◆ HOW TO COMPLETE THIS TASK:
The job is to output exactly the lines that run from the start of the entries through the line containing "middle tip: (122, 410)", pictures omitted.

------

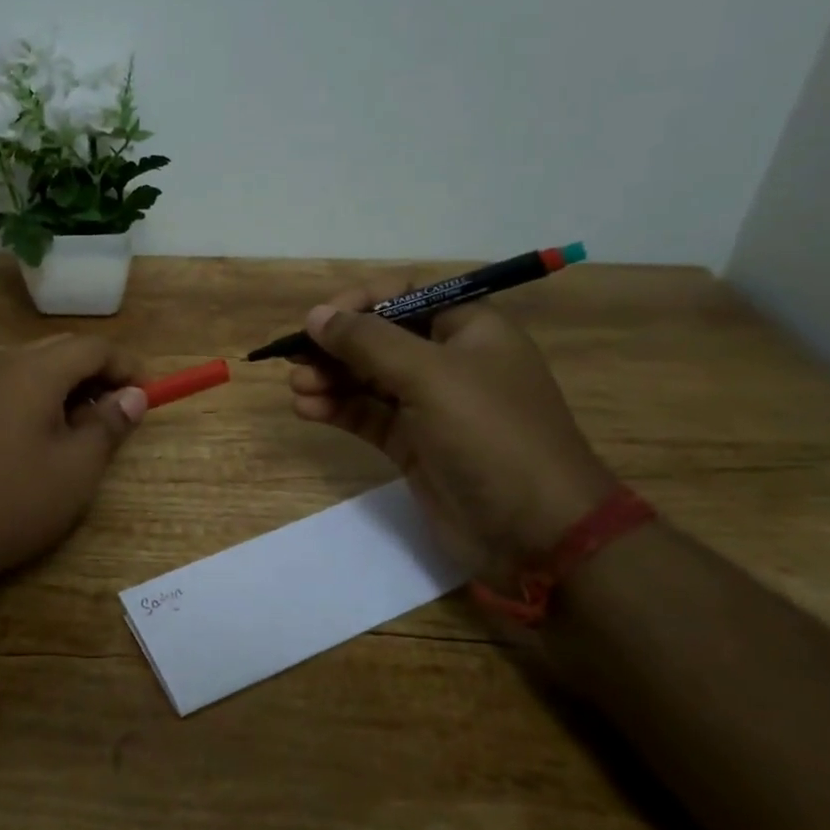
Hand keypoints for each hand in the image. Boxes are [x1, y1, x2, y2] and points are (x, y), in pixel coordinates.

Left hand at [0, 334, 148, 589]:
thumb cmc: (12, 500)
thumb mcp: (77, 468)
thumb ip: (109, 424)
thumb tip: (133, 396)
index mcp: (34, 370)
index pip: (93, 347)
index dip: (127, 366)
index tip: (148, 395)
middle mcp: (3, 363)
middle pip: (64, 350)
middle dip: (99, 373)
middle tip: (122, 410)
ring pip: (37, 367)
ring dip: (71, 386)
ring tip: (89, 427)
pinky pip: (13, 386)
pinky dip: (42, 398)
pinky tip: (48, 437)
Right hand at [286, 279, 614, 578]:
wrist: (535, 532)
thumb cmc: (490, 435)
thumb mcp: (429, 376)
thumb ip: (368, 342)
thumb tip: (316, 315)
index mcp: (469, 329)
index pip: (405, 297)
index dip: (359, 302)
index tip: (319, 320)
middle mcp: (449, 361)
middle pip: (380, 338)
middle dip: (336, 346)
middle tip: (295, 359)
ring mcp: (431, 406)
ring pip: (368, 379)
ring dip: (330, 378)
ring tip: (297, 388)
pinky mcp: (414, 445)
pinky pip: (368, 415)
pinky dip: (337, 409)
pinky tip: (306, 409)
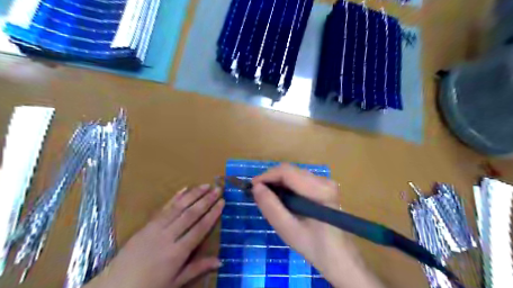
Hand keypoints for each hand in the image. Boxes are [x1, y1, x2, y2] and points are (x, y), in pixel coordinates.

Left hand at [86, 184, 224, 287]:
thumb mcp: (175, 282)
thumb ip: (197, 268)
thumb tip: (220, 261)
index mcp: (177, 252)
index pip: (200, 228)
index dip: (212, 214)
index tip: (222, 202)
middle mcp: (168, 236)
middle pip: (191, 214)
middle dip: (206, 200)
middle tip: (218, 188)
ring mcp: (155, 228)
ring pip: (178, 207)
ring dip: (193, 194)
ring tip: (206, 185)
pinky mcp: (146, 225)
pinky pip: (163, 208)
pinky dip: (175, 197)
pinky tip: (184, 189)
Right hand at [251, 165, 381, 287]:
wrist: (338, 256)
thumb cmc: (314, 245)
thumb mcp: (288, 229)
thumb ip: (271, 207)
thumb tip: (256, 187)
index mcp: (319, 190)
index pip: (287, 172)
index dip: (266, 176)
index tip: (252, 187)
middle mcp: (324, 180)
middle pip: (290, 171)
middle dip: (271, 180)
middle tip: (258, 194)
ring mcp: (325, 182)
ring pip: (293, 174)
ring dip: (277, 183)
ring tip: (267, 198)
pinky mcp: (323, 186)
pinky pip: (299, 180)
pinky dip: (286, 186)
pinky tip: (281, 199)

------

◆ WORKED SOLUTION:
Hand keypoints for each hand in the image. Boxes are [x1, y1, x2, y2] and points are (x, y), in pixel coordinates.

Left hand at [0, 334, 148, 589]:
thumb cmc: (12, 500)
thumb mcp: (77, 468)
thumb ip: (109, 424)
thumb tip: (133, 396)
index mcp: (34, 370)
index pip: (93, 347)
index dip: (127, 366)
index tip: (148, 395)
middle mcp: (3, 363)
middle pip: (64, 350)
middle dip: (99, 373)
middle tip: (122, 410)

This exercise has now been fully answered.